From the entries that follow, list every line in which the string "bottom" appears.

......

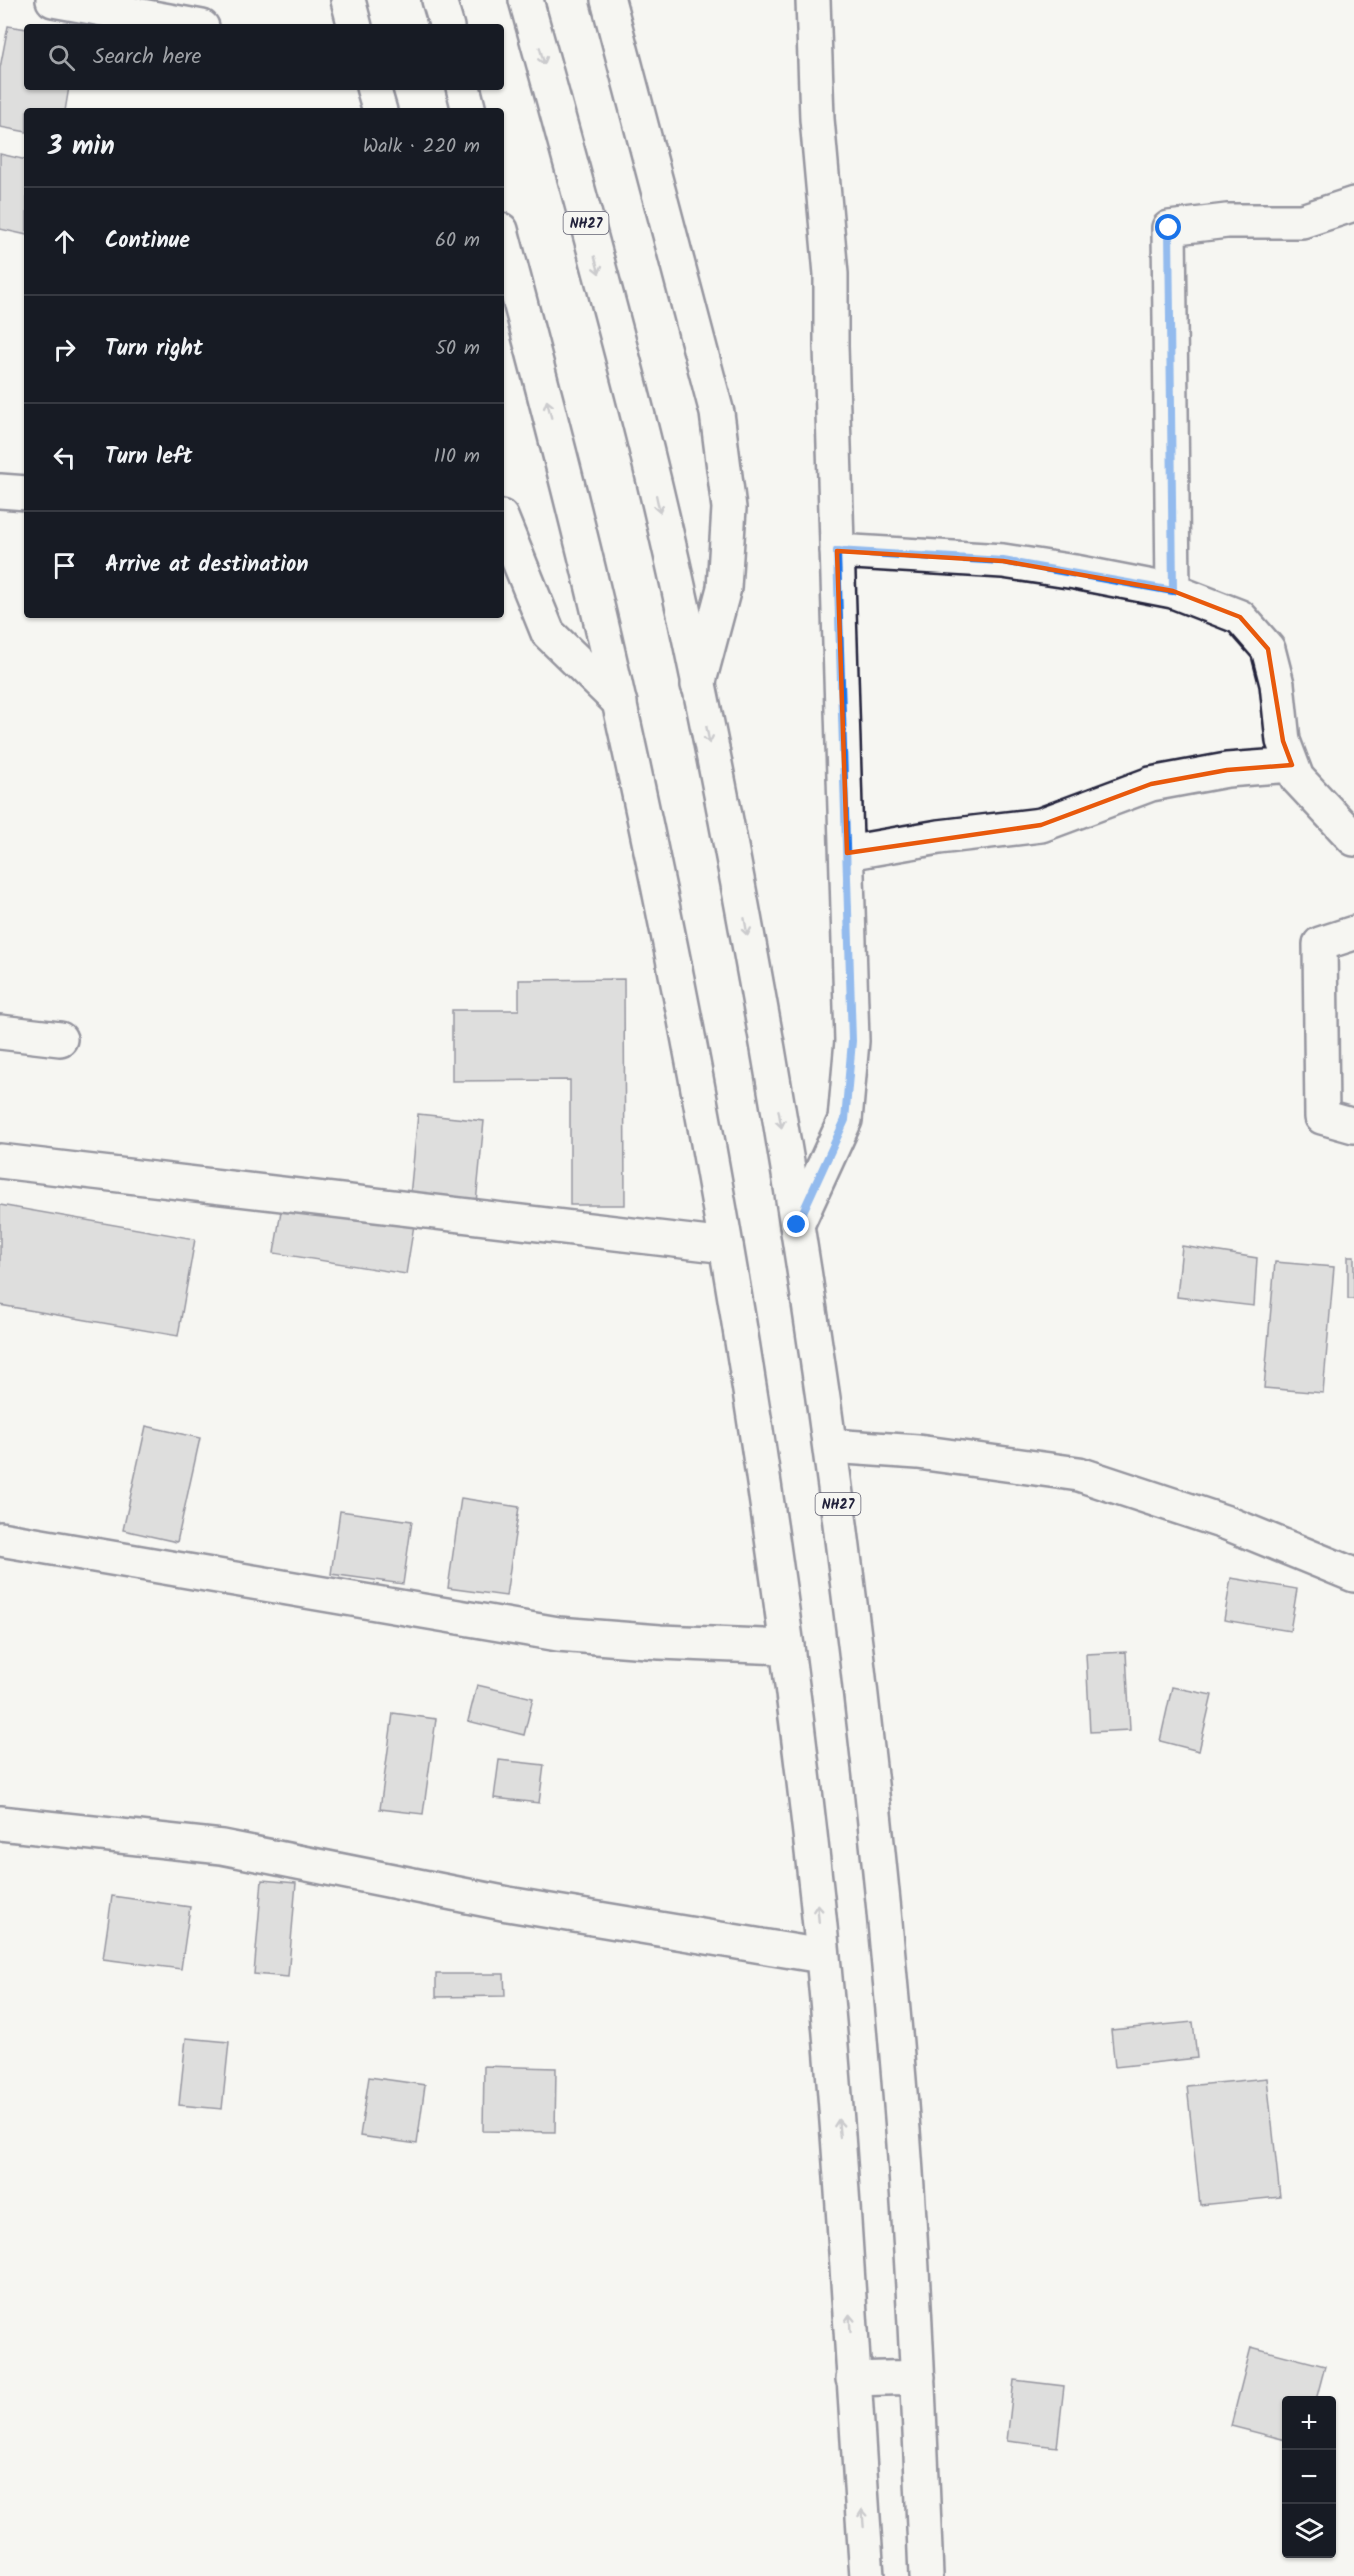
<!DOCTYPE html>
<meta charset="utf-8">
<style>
body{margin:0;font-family:Kalam,sans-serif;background:#20242c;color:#f1f3f6}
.controls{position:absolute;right:18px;bottom:18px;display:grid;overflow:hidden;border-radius:6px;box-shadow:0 2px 4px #0004}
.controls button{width:54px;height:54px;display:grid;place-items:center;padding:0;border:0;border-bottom:2px solid #363941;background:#171b24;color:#f1f3f6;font:30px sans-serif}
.stop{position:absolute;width:18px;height:18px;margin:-14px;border:4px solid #1a73e8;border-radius:50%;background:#fff}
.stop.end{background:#1a73e8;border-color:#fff;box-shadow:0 2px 6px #0008}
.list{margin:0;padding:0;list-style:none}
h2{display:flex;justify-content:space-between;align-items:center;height:78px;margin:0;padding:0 24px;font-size:26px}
h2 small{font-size:20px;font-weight:400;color:#9ea1a6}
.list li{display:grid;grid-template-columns:39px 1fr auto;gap:18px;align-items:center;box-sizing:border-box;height:108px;padding:0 24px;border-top:2px solid #363941}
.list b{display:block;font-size:22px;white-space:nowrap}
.list em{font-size:20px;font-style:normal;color:#9ea1a6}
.icon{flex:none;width:33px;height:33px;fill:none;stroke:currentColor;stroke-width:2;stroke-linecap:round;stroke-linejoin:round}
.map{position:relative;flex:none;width:1354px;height:2576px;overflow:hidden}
.search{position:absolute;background:#171b24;box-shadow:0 2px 4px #0004;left:24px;top:24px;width:480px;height:66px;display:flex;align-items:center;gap:15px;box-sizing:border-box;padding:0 21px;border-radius:6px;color:#9ea1a6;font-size:22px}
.panel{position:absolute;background:#171b24;box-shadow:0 2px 4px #0004;left:24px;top:108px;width:480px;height:510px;border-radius:6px}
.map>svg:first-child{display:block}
.building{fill:#c2c2c4;stroke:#22223b;stroke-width:1.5}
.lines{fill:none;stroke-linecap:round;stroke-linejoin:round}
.street-casing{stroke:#22223b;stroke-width:38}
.secondary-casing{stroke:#22223b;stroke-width:38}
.highway-casing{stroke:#22223b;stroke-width:38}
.street{stroke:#f6f6f2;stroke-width:33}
.secondary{stroke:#f6f6f2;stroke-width:33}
.highway{stroke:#f6f6f2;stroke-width:33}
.oneway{stroke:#9797a0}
.route{stroke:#1a73e8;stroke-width:8}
.marked{fill:none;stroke:#e8590c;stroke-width:4.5;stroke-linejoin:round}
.labels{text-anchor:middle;stroke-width:4.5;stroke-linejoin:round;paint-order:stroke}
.shield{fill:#f6f6f2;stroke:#626272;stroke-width:1.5}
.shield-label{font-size:14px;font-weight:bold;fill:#22223b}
</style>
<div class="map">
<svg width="1354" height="2576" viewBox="0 0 1354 2576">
<rect width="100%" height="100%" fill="#f6f6f2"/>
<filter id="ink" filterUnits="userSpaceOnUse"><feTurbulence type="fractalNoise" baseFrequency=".0167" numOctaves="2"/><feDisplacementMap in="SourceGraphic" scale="12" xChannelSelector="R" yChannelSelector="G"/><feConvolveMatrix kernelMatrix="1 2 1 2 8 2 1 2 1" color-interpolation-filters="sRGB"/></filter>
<g filter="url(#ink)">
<!-- building -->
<path class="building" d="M8,26L27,29V87H69L65,111H27V132L0,127V68Z
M0,154L27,160V235L0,229Z
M624,979L625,1205H570V1080L452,1081V1010H519V980Z
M418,1114L484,1121L476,1203L410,1196Z
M0,1205L195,1239L178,1336L0,1305Z
M282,1205L414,1225L406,1274L274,1253Z
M1182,1246L1257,1258L1254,1306L1177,1297Z
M1348,1256H1354V1299H1348Z
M1275,1262L1334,1267L1323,1393L1264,1388Z
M146,1426L200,1438L177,1542L123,1530Z
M461,1498L519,1507L506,1596L448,1588Z
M340,1511L412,1521L403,1584L331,1574Z
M1231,1578L1297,1589L1290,1631L1224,1620Z
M1126,1652L1130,1730L1090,1732L1086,1654Z
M477,1685L533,1698L524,1735L468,1721Z
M1172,1687L1212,1695L1199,1751L1160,1741Z
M393,1713L436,1719L423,1814L380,1809Z
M499,1760L544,1765L539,1803L494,1798Z
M262,1880L296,1883L288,1977L254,1974Z
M112,1896L190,1907L181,1969L103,1959Z
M436,1974H504L505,1996L436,1997Z
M1193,2022L1197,2058L1115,2067L1111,2030Z
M186,2038L229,2042L222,2109L179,2105Z
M484,2066L556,2068L555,2132L483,2131Z
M369,2077L425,2085L417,2144L360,2136Z
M1267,2078L1280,2197L1200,2205L1187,2086Z
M1251,2347L1325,2366L1316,2400H1286V2440L1231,2426Z
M1014,2380L1064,2386L1057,2447L1007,2441Z"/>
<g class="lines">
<!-- street casing -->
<g class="street-casing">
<path id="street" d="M53,0L202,27
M0,491L27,493
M837,551L1003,561L1075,572L1173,591L1240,617L1268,649L1277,684L1283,741L1297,778L1354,839
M1173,591L1169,228L1227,221H1302L1354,204
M847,853L939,837L1041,825L1151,784L1227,770L1292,765
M1354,933L1320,944L1322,1117L1354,1126
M0,1032L60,1039
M0,1161L726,1246
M797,1225L845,1120L852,1041L831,346V274L817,119L813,0
M831,1446L918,1452L1079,1474L1227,1523L1354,1575
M0,1539L558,1634L660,1642L787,1647
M0,1823L222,1847L508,1904L822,1956"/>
</g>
<!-- secondary casing -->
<g class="secondary-casing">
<path id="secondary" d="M348,0L355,27
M608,0L717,413L729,508L724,588L698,685
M373,87L380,111
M501,517L548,633L620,703"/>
</g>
<!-- highway casing -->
<g class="highway-casing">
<path id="highway" d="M439,0L447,27
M526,0C567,148 608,296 645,444C694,643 732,847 768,1049C830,1407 875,1768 903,2130C914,2278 920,2427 926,2576
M463,87L469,111
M501,230C543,388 585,546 620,706C707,1099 774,1496 817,1897C841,2122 851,2349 867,2576
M853,2379L918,2377"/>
</g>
<!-- street -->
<use href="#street" class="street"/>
<!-- secondary -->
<use href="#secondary" class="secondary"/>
<!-- highway -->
<use href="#highway" class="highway"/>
</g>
<!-- one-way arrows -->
<defs><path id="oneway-shaft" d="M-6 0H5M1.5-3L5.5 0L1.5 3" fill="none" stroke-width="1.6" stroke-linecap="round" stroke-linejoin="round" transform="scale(1.5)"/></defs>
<g class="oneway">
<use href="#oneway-shaft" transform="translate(542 56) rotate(75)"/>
<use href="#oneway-shaft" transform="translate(597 265) rotate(75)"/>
<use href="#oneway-shaft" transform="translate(549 409) rotate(-105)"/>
<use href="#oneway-shaft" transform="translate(658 504) rotate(78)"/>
<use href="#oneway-shaft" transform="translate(708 735) rotate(79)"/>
<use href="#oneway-shaft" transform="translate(746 927) rotate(80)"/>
<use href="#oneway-shaft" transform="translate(780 1119) rotate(80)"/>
<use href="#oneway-shaft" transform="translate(818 1913) rotate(-95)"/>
<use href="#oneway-shaft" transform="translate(839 2128) rotate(-95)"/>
<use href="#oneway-shaft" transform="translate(850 2323) rotate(-93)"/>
<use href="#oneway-shaft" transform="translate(863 2518) rotate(-94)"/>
</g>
</g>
<g class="lines" filter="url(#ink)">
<!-- route -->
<path class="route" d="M797,1225L845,1120L852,1041L837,551L1003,561L1173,591L1169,228"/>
</g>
<!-- marked area -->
<path d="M0 0H1354V2576H0ZM837,551L1003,561L1173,591L1240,617L1268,649L1283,741L1292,765L1227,770L1151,784L1041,825L847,853Z" fill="#f6f6f2" fill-opacity=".55" fill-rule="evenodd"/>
<path class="marked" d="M837,551L1003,561L1173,591L1240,617L1268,649L1283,741L1292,765L1227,770L1151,784L1041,825L847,853Z"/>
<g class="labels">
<!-- shield labels -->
<g class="shield">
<rect x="563.5" y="212" width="45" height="22" rx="4.5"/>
<rect x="815.5" y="1493" width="45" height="22" rx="4.5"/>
</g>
<g class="shield-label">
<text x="586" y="228">NH27</text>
<text x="838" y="1509">NH27</text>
</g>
</g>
</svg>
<div class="controls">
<button>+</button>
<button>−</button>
<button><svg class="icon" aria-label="layers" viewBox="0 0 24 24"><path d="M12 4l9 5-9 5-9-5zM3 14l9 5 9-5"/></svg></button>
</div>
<div class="stop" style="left:1169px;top:228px"></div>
<div class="stop end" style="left:797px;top:1225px"></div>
<div class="search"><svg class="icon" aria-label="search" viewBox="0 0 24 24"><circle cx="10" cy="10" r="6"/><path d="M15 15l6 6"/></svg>Search here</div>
<section class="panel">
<h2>3 min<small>Walk · 220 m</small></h2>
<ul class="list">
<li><svg class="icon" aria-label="ahead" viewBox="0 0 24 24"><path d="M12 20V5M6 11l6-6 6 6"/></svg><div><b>Continue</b></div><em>60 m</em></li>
<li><svg class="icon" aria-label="right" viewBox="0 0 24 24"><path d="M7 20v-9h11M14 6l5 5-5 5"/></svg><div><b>Turn right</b></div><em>50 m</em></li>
<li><svg class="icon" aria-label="left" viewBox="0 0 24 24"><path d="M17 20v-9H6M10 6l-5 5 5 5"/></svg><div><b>Turn left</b></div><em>110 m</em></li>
<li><svg class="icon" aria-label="arrive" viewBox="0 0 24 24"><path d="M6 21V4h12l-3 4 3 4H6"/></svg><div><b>Arrive at destination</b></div></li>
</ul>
</section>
</div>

......

Your response
.controls{position:absolute;right:18px;bottom:18px;display:grid;overflow:hidden;border-radius:6px;box-shadow:0 2px 4px #0004}
.controls button{width:54px;height:54px;display:grid;place-items:center;padding:0;border:0;border-bottom:2px solid #363941;background:#171b24;color:#f1f3f6;font:30px sans-serif}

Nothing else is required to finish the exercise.